-- Supplied records follows --
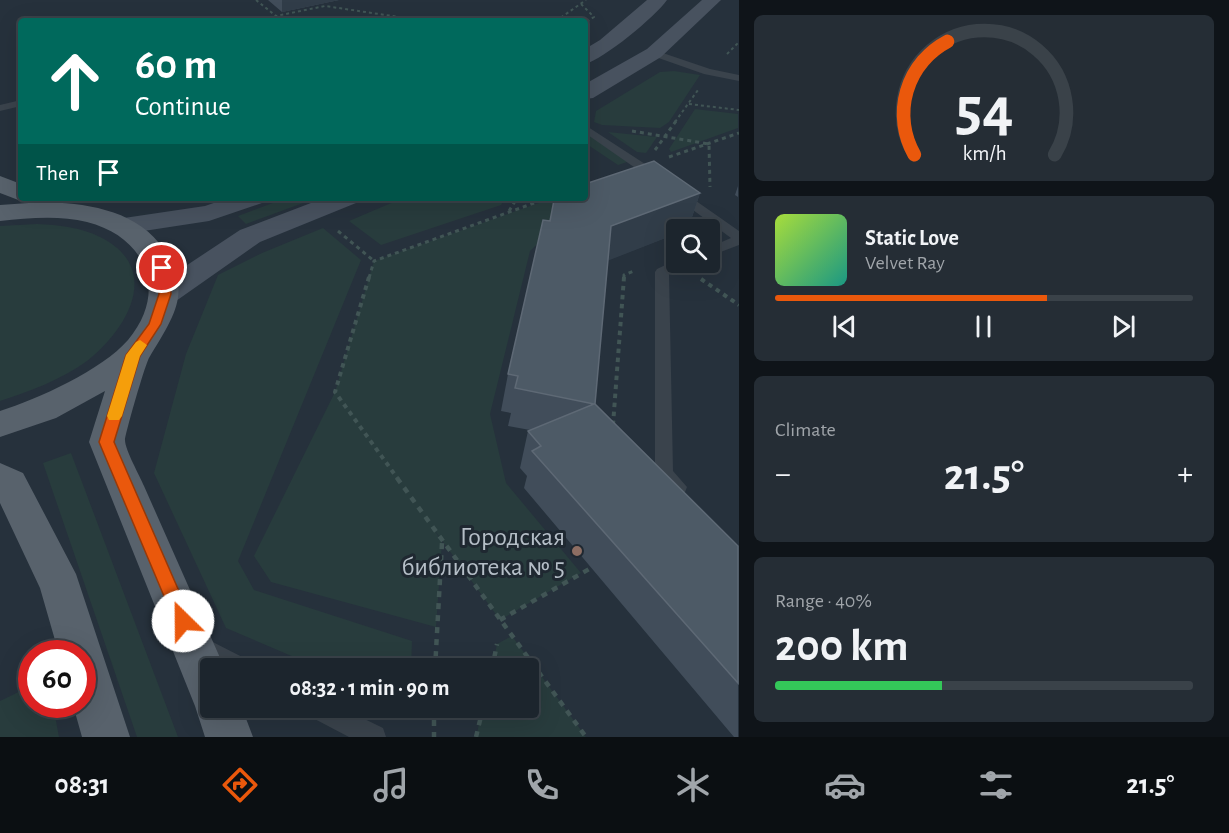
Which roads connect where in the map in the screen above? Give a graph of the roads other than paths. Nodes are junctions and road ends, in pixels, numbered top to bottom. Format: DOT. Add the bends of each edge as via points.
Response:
graph roads {
  1 [pos="658,0"];
  2 [pos="712,0"];
  3 [pos="654,53"];
  4 [pos="588,56"];
  5 [pos="738,78"];
  6 [pos="588,91"];
  7 [pos="18,104"];
  8 [pos="0,108"];
  9 [pos="588,130"];
  10 [pos="0,184"];
  11 [pos="18,192"];
  12 [pos="39,201"];
  13 [pos="244,201"];
  14 [pos="339,201"];
  15 [pos="60,210"];
  16 [pos="0,213"];
  17 [pos="124,226"];
  18 [pos="738,239"];
  19 [pos="720,247"];
  20 [pos="666,270"];
  21 [pos="165,294"];
  22 [pos="133,355"];
  23 [pos="0,424"];
  24 [pos="0,478"];
  25 [pos="686,496"];
  26 [pos="77,640"];
  27 [pos="192,641"];
  28 [pos="222,658"];
  29 [pos="200,662"];
  30 [pos="96,704"];
  31 [pos="222,718"];
  32 [pos="337,718"];
  33 [pos="106,737"];
  34 [pos="229,737"];
  35 [pos="374,737"];
  1 -- 4 [label="main road" via="608,44"];
  2 -- 3 [label="main road"];
  3 -- 5 [label="lane"];
  3 -- 6 [label="main road"];
  7 -- 8 [label="lane"];
  9 -- 18 [label="lane" via="643,166"];
  10 -- 11 [label="main road"];
  12 -- 15 [label="main road"];
  13 -- 17 [label="main road" via="209,213"];
  14 -- 21 [label="main road" via="250,236"];
  15 -- 16 [label="main road"];
  15 -- 17 [label="main road" via="94,215"];
  17 -- 21 [label="main road" via="148,244 162,268"];
  18 -- 19 [label="lane"];
  20 -- 25 [label="lane" via="662,272 664,474"];
  21 -- 22 [label="main road" via="155,324"];
  22 -- 23 [label="main road" via="85,389 39,413"];
  22 -- 27 [label="main road" via="107,442"];
  24 -- 26 [label="main road" via="10,484 61,587"];
  27 -- 28 [label="lane"];
  27 -- 29 [label="main road"];
  30 -- 33 [label="main road"];
  31 -- 34 [label="main road"];
  32 -- 35 [label="lane"];
}
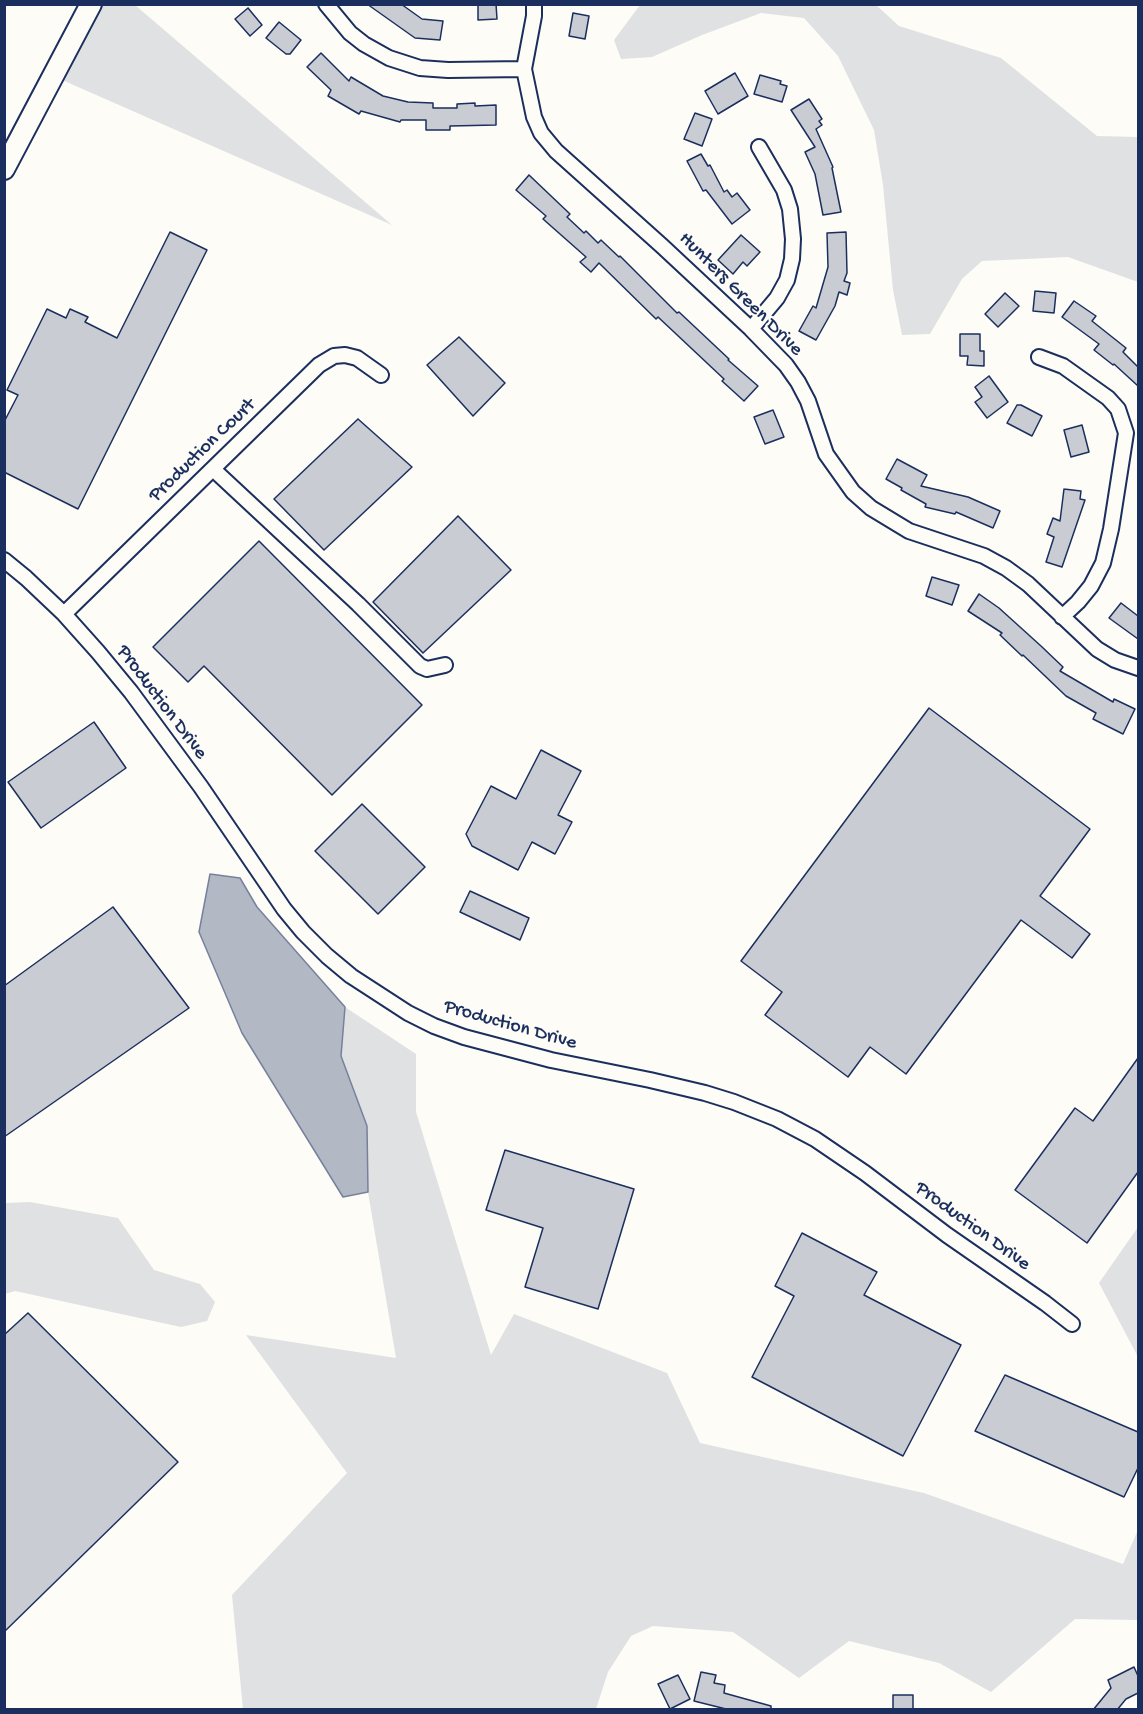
-- Supplied records concluded --
= What you have to do =
Only the pictures stay out; everything else in the listing above must be repeated exactly.

= Final answer =
Which roads connect where in the map in the screen above? Give a graph of the roads other than paths. Nodes are junctions and road ends, in pixels, numbered top to bottom. Format: DOT. Add the bends of each edge as via points.
Response:
graph roads {
  1 [pos="658,0"];
  2 [pos="712,0"];
  3 [pos="654,53"];
  4 [pos="588,56"];
  5 [pos="738,78"];
  6 [pos="588,91"];
  7 [pos="18,104"];
  8 [pos="0,108"];
  9 [pos="588,130"];
  10 [pos="0,184"];
  11 [pos="18,192"];
  12 [pos="39,201"];
  13 [pos="244,201"];
  14 [pos="339,201"];
  15 [pos="60,210"];
  16 [pos="0,213"];
  17 [pos="124,226"];
  18 [pos="738,239"];
  19 [pos="720,247"];
  20 [pos="666,270"];
  21 [pos="165,294"];
  22 [pos="133,355"];
  23 [pos="0,424"];
  24 [pos="0,478"];
  25 [pos="686,496"];
  26 [pos="77,640"];
  27 [pos="192,641"];
  28 [pos="222,658"];
  29 [pos="200,662"];
  30 [pos="96,704"];
  31 [pos="222,718"];
  32 [pos="337,718"];
  33 [pos="106,737"];
  34 [pos="229,737"];
  35 [pos="374,737"];
  1 -- 4 [label="main road" via="608,44"];
  2 -- 3 [label="main road"];
  3 -- 5 [label="lane"];
  3 -- 6 [label="main road"];
  7 -- 8 [label="lane"];
  9 -- 18 [label="lane" via="643,166"];
  10 -- 11 [label="main road"];
  12 -- 15 [label="main road"];
  13 -- 17 [label="main road" via="209,213"];
  14 -- 21 [label="main road" via="250,236"];
  15 -- 16 [label="main road"];
  15 -- 17 [label="main road" via="94,215"];
  17 -- 21 [label="main road" via="148,244 162,268"];
  18 -- 19 [label="lane"];
  20 -- 25 [label="lane" via="662,272 664,474"];
  21 -- 22 [label="main road" via="155,324"];
  22 -- 23 [label="main road" via="85,389 39,413"];
  22 -- 27 [label="main road" via="107,442"];
  24 -- 26 [label="main road" via="10,484 61,587"];
  27 -- 28 [label="lane"];
  27 -- 29 [label="main road"];
  30 -- 33 [label="main road"];
  31 -- 34 [label="main road"];
  32 -- 35 [label="lane"];
}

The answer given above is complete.